Remember last week when Steve Cohen faced all those troubles for insider trading at SAC Advisors, the nearly personal hedge fund run by Cohen. Cohen doesn't face criminal charges himself, but the firm might be shut down as the case proceeds. Well, new week, new hedge fund; this time it's George Soros facing allegations his fund management firm engaged in insider trading before the purchase of a large stake in nutritional supplement company Herbalife.

One of the billionaire investor’s top managers is alleged to have leaked details of Soros Fund Management’s purchase of a near-5% stake in Herbalife before the deal is believed to have been finalised last week.

The claim is part of a complaint reportedly filed with the Securities and Exchange Commission by Bill Ackman, who runs the Pershing Square hedge fund and holds a $1billion short bet on Herbalife.

Jeff Bezos, the CEO of has agreed to buy th Washington Post newspaper company. Bezos is making the deal as an individual and not as part of Amazon, the world’s biggest online retailer. Just thought he'd try his hand at the newspaper business, in the proud tradition of Citizen Cane; and what better place to have a newspaper than Washington DC.

The president of the Federal Reserve Bank of Dallas came up with a catchy name for his speech today: Let me articulate clearly: “Horseshift!” (there is an “f” before the “t”) As always, he is no fan of quantitative easing. Fisher says the Fed is closer to slowing its monthly bond buying. Excerpt: “A corollary of reining in this massive monetary stimulus in a timely manner is that financial markets may have become too accustomed to what some have depicted as a Fed `put.’ Some have come to expect the Fed to keep the markets levitating indefinitely. This distorts the pricing of financial assets, encourages lazy analysis and can set the groundwork for serious misallocation of capital.”

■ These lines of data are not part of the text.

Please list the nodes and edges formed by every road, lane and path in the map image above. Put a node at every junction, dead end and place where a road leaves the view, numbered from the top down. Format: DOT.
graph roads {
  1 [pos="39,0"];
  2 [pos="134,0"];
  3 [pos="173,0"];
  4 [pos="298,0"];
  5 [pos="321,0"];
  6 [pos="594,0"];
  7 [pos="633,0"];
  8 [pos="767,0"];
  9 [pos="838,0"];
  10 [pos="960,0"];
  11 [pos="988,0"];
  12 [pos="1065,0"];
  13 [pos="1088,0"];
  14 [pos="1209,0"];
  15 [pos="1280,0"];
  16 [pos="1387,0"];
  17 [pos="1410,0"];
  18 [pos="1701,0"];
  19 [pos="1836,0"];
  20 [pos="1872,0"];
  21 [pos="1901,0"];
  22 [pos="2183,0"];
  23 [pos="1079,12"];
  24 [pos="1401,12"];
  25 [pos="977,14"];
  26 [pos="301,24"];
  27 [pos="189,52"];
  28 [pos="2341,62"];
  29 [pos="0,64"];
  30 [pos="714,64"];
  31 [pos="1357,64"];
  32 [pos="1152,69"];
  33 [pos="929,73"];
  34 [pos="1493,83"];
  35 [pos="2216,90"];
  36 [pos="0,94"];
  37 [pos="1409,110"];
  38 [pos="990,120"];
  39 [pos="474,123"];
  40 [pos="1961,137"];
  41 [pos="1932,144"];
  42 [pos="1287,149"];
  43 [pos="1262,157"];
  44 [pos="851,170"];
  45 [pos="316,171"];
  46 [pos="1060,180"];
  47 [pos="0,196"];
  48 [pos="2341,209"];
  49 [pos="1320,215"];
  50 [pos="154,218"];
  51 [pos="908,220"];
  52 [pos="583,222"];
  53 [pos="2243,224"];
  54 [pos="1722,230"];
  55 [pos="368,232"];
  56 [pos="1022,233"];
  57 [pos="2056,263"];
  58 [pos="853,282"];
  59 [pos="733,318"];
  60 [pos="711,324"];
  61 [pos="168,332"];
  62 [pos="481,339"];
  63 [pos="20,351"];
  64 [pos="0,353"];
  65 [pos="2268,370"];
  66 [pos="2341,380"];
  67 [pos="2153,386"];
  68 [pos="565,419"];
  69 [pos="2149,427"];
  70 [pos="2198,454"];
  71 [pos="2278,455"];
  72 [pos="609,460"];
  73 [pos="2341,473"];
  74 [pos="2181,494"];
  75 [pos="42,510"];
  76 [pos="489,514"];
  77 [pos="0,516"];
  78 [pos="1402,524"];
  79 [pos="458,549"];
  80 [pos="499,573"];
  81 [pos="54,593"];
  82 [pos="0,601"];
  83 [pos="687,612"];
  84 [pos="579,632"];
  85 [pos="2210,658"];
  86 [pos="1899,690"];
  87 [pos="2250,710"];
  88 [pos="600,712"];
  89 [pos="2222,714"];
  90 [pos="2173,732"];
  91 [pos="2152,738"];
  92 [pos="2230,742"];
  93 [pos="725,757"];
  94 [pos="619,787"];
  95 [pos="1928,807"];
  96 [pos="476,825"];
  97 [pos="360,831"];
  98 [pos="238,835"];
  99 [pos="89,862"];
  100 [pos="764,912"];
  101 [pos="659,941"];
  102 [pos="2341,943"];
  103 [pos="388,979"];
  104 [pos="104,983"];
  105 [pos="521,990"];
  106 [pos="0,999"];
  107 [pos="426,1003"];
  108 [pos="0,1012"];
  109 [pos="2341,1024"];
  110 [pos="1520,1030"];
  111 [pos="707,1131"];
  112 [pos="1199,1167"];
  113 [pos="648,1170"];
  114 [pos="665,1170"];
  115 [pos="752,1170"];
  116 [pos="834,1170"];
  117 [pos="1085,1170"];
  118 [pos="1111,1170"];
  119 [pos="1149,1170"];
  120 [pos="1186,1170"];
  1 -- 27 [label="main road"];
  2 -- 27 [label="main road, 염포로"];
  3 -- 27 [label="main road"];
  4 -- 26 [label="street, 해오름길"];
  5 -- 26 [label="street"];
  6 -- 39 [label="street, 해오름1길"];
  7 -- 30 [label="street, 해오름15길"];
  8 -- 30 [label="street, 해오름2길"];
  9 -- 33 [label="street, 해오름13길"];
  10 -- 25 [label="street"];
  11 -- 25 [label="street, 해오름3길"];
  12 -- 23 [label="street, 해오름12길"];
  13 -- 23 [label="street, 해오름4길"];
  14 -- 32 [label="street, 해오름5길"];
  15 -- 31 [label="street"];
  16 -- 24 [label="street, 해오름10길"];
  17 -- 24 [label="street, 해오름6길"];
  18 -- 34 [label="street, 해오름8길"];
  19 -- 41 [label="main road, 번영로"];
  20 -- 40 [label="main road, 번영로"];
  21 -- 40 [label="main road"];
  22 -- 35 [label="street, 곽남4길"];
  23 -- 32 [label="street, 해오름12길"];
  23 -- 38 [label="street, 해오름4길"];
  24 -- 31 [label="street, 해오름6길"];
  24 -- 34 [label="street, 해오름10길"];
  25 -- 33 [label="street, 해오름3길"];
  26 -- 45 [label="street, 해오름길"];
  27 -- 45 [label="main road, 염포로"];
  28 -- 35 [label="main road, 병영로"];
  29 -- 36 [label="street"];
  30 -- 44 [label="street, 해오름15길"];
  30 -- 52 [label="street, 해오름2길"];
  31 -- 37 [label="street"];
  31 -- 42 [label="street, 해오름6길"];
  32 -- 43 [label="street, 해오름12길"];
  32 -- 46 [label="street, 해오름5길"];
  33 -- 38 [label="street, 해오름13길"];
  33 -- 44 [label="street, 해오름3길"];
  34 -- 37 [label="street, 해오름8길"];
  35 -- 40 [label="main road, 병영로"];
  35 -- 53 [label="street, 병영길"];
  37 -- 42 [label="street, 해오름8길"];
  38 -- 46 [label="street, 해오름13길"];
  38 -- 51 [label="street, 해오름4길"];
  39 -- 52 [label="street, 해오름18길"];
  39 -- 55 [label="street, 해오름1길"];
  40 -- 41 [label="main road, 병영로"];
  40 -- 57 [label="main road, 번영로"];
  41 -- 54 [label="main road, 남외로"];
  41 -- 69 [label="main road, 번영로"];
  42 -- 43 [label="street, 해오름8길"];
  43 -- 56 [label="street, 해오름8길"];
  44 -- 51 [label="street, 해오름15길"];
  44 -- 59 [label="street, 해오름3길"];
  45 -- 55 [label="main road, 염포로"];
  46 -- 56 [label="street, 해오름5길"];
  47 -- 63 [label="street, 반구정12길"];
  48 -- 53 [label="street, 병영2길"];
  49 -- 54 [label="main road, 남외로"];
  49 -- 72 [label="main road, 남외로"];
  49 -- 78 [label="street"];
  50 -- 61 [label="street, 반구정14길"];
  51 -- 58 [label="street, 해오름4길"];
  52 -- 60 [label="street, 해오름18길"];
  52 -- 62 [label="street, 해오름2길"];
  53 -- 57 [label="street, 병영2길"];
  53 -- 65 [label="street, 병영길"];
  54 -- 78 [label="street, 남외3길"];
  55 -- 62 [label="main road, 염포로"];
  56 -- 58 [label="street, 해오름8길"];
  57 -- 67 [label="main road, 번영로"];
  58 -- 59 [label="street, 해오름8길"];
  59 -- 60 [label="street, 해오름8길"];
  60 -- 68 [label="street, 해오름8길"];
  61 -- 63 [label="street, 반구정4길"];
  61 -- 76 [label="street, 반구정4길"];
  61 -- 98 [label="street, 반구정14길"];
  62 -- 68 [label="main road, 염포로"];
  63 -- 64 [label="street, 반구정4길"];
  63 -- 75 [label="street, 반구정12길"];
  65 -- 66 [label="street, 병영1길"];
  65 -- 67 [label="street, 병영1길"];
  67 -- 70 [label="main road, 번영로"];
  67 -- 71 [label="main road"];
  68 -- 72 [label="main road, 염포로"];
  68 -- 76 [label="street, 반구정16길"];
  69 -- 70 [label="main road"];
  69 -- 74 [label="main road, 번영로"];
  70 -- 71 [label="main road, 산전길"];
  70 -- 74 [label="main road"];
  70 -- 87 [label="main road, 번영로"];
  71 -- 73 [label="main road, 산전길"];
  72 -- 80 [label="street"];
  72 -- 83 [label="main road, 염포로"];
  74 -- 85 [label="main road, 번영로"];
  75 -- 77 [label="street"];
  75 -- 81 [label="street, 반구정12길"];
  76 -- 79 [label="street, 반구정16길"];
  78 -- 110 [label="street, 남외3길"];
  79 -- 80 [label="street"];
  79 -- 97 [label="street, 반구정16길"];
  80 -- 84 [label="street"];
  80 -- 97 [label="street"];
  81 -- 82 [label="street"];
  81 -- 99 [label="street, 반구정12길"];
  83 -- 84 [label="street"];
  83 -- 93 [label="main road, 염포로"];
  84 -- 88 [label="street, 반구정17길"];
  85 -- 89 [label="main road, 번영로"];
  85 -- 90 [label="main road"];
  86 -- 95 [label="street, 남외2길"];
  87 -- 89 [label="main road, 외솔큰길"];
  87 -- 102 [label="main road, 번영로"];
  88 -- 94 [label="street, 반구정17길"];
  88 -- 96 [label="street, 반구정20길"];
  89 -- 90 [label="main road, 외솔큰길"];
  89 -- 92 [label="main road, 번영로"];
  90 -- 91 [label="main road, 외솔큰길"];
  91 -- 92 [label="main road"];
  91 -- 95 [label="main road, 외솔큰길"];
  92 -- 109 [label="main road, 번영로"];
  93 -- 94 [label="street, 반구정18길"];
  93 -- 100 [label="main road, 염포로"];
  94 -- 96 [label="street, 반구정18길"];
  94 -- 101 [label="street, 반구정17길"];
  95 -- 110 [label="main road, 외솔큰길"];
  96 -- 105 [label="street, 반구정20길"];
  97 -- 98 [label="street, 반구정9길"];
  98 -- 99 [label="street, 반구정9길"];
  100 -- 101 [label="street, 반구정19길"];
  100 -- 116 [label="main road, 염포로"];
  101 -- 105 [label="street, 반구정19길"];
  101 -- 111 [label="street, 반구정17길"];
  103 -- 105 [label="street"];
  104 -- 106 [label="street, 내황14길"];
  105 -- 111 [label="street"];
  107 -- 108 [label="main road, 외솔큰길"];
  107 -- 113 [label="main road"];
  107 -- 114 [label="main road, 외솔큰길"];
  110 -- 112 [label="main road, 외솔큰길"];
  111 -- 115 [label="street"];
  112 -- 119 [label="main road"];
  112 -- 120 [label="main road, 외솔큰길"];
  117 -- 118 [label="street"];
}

The second quarter reporting season is underway but at the end of the first quarter, according to FactSet, the S&P 500 companies, excluding the financial companies that have complicated balance sheets that would obscure our view, had $1.3 trillion in ready cash – and that's just S&P 500 companies; the corporate cash hoard likely tops $2 trillion. Meanwhile, capital expenditures (building new plants, starting projects, hiring people, leasing equipment) grew at its slowest rate in 3 years. No doubt, cash is nice to have in a storm and the Financial Crisis has hammered home the importance of a rainy day fund, but all of this cash will not sit idle forever.
One little-noticed item in the most recent jobs report is that the biggest jobs-gaining sector was "Financial Activities": banks, insurance companies, real estate companies and related financial services firms. These are the folks who will be making the big play for this money.
The other constituency after that cash are the shareholders who want dividends or for the company to buy their stock. Most big companies are already doing a bit of both. McDonald's, in the news because some of its low wage employees have walked out on strike last week, MickeyD says that, "after investing in our business we are committing to returning all free cash flow to shareholders over the long term." Then, they announce they are cutting expansion funds.

What you don't see, in page after page of earnings reports, is anyone talking about paying workers more. The word "salary" is referred to once by American Express executives saying that salary costs were flat year over year. The word "wage" shows up only in the McDonald's call, as a complaint about costs. The word "hire?" Google is hiring. The word "compensation" is mentioned only in Goldman Sachs' regulator disclosures.

The Transportation Department reports airlines collected $6 billion in fees for checked bags and reservation change penalties in 2012, compared with $1.3 billion in 2007. And that doesn't include what are known as ancillary fees for things like priority boarding.